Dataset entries
------

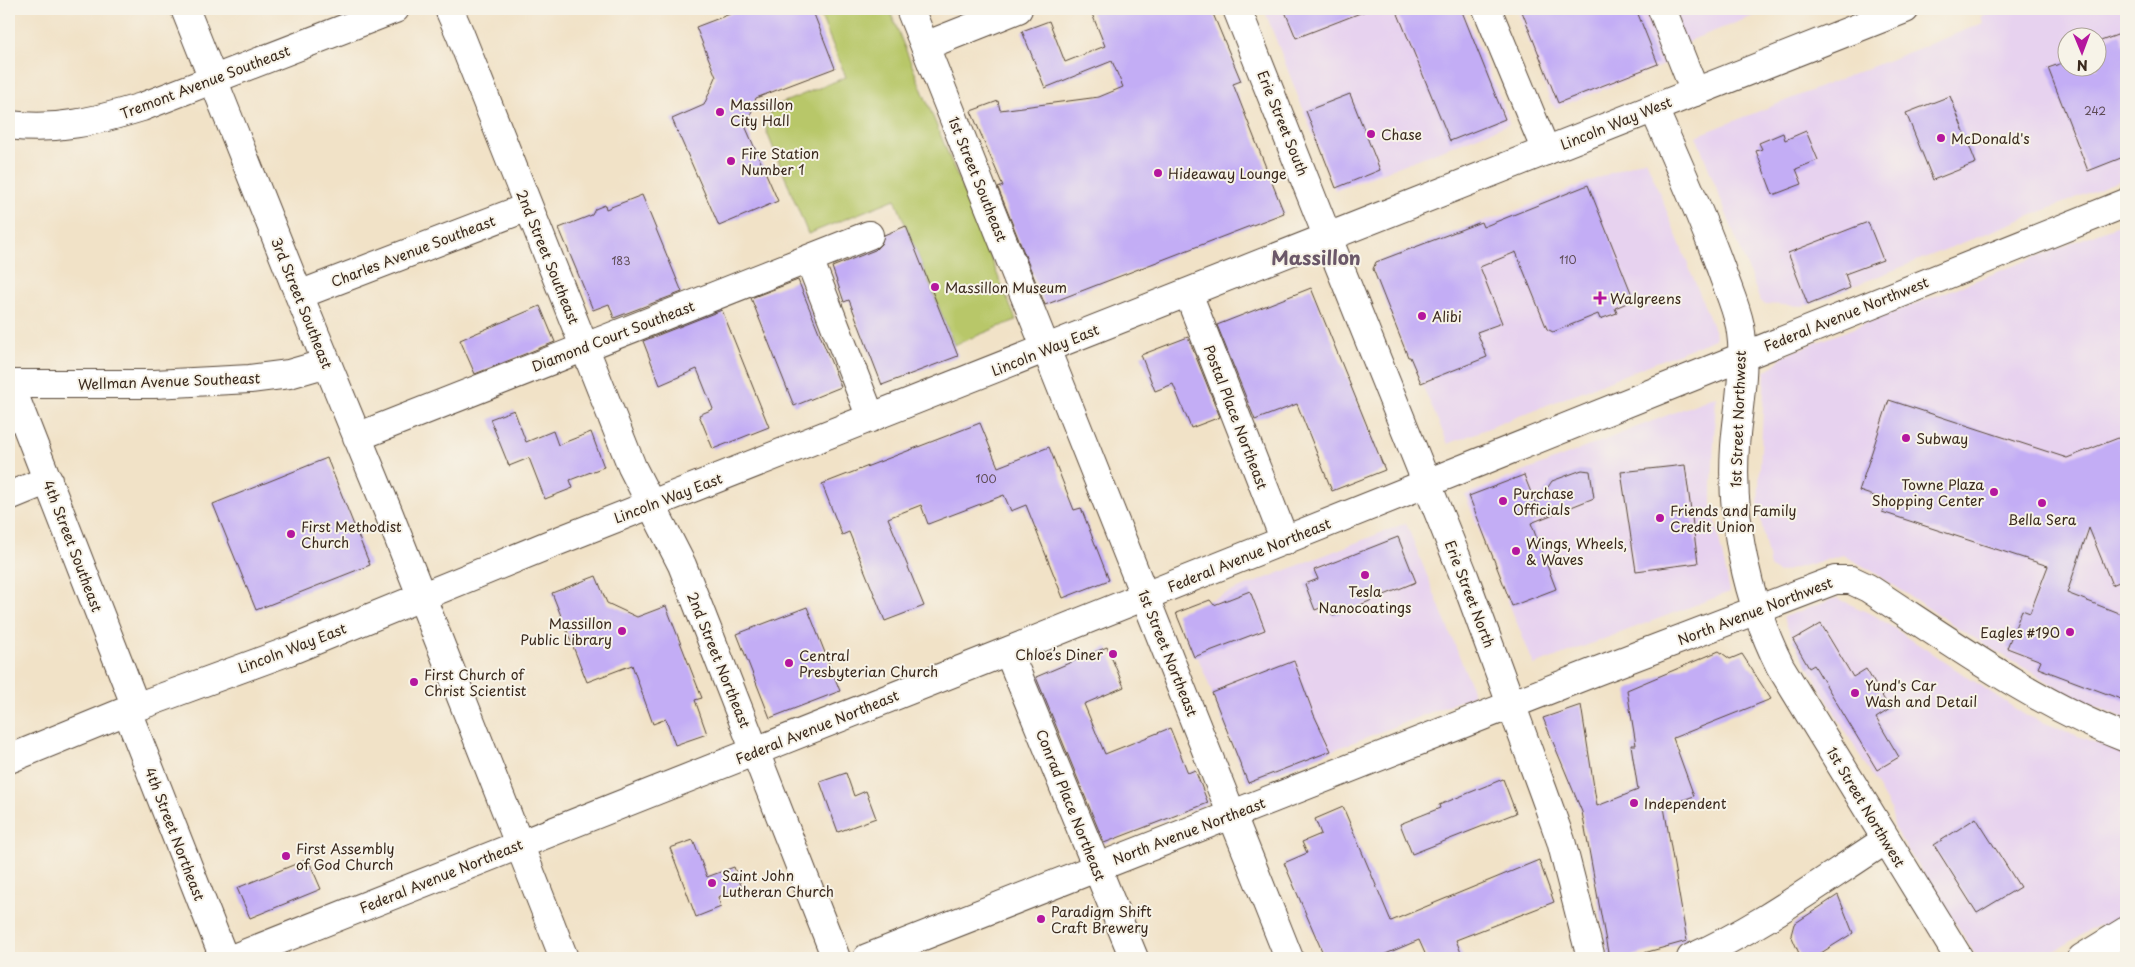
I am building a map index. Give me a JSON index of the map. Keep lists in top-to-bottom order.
{
  "streets": {
    "street": [
      "Tremont Avenue Southeast",
      "Erie Street South",
      "Lincoln Way West",
      "1st Street Southeast",
      "Charles Avenue Southeast",
      "2nd Street Southeast",
      "3rd Street Southeast",
      "Federal Avenue Northwest",
      "Diamond Court Southeast",
      "Lincoln Way East",
      "Wellman Avenue Southeast",
      "Postal Place Northeast",
      "1st Street Northwest",
      "4th Street Southeast",
      "Federal Avenue Northeast",
      "Erie Street North",
      "North Avenue Northwest",
      "1st Street Northeast",
      "2nd Street Northeast",
      "Conrad Place Northeast",
      "North Avenue Northeast",
      "4th Street Northeast"
    ]
  },
  "crossings": [
    ["Tremont Avenue Southeast", "3rd Street Southeast"],
    ["Erie Street South", "Lincoln Way West"],
    ["Erie Street South", "Lincoln Way East"],
    ["Erie Street South", "Erie Street North"],
    ["Lincoln Way West", "Lincoln Way East"],
    ["Lincoln Way West", "1st Street Northwest"],
    ["Lincoln Way West", "Erie Street North"],
    ["1st Street Southeast", "Lincoln Way East"],
    ["1st Street Southeast", "1st Street Northeast"],
    ["Charles Avenue Southeast", "2nd Street Southeast"],
    ["Charles Avenue Southeast", "3rd Street Southeast"],
    ["2nd Street Southeast", "Diamond Court Southeast"],
    ["2nd Street Southeast", "Lincoln Way East"],
    ["2nd Street Southeast", "2nd Street Northeast"],
    ["3rd Street Southeast", "Diamond Court Southeast"],
    ["3rd Street Southeast", "Lincoln Way East"],
    ["3rd Street Southeast", "Wellman Avenue Southeast"],
    ["3rd Street Southeast", "Federal Avenue Northeast"],
    ["Federal Avenue Northwest", "1st Street Northwest"],
    ["Federal Avenue Northwest", "Federal Avenue Northeast"],
    ["Federal Avenue Northwest", "Erie Street North"],
    ["Lincoln Way East", "Postal Place Northeast"],
    ["Lincoln Way East", "4th Street Southeast"],
    ["Lincoln Way East", "Erie Street North"],
    ["Lincoln Way East", "1st Street Northeast"],
    ["Lincoln Way East", "2nd Street Northeast"],
    ["Lincoln Way East", "4th Street Northeast"],
    ["Wellman Avenue Southeast", "4th Street Southeast"],
    ["Postal Place Northeast", "Federal Avenue Northeast"],
    ["1st Street Northwest", "North Avenue Northwest"],
    ["4th Street Southeast", "4th Street Northeast"],
    ["Federal Avenue Northeast", "Erie Street North"],
    ["Federal Avenue Northeast", "1st Street Northeast"],
    ["Federal Avenue Northeast", "2nd Street Northeast"],
    ["Federal Avenue Northeast", "Conrad Place Northeast"],
    ["Erie Street North", "North Avenue Northwest"],
    ["Erie Street North", "North Avenue Northeast"],
    ["North Avenue Northwest", "North Avenue Northeast"],
    ["1st Street Northeast", "North Avenue Northeast"],
    ["Conrad Place Northeast", "North Avenue Northeast"]
  ],
  "districts": ["Massillon"],
  "places": {
    "other": [
      "Massillon City Hall",
      "Chase",
      "McDonald's",
      "Fire Station Number 1",
      "Hideaway Lounge",
      "Massillon Museum",
      "Alibi",
      "Subway",
      "Towne Plaza Shopping Center",
      "Purchase Officials",
      "Bella Sera",
      "Friends and Family Credit Union",
      "First Methodist Church",
      "Wings, Wheels, & Waves",
      "Tesla Nanocoatings",
      "Massillon Public Library",
      "Eagles #190",
      "Chloe’s Diner",
      "Central Presbyterian Church",
      "First Church of Christ Scientist",
      "Yund's Car Wash and Detail",
      "Independent",
      "First Assembly of God Church",
      "Saint John Lutheran Church",
      "Paradigm Shift Craft Brewery"
    ],
    "health": ["Walgreens"]
  },
  "house_numbers": [
    "242",
    "110",
    "183",
    "100"
  ],
  "north": "bottom"
}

------

◆ **Action item**: Check the lines above and copy each one that includes "Federal".

◆ **Exercise solution**:
      "Federal Avenue Northwest",
      "Federal Avenue Northeast",
    ["3rd Street Southeast", "Federal Avenue Northeast"],
    ["Federal Avenue Northwest", "1st Street Northwest"],
    ["Federal Avenue Northwest", "Federal Avenue Northeast"],
    ["Federal Avenue Northwest", "Erie Street North"],
    ["Postal Place Northeast", "Federal Avenue Northeast"],
    ["Federal Avenue Northeast", "Erie Street North"],
    ["Federal Avenue Northeast", "1st Street Northeast"],
    ["Federal Avenue Northeast", "2nd Street Northeast"],
    ["Federal Avenue Northeast", "Conrad Place Northeast"],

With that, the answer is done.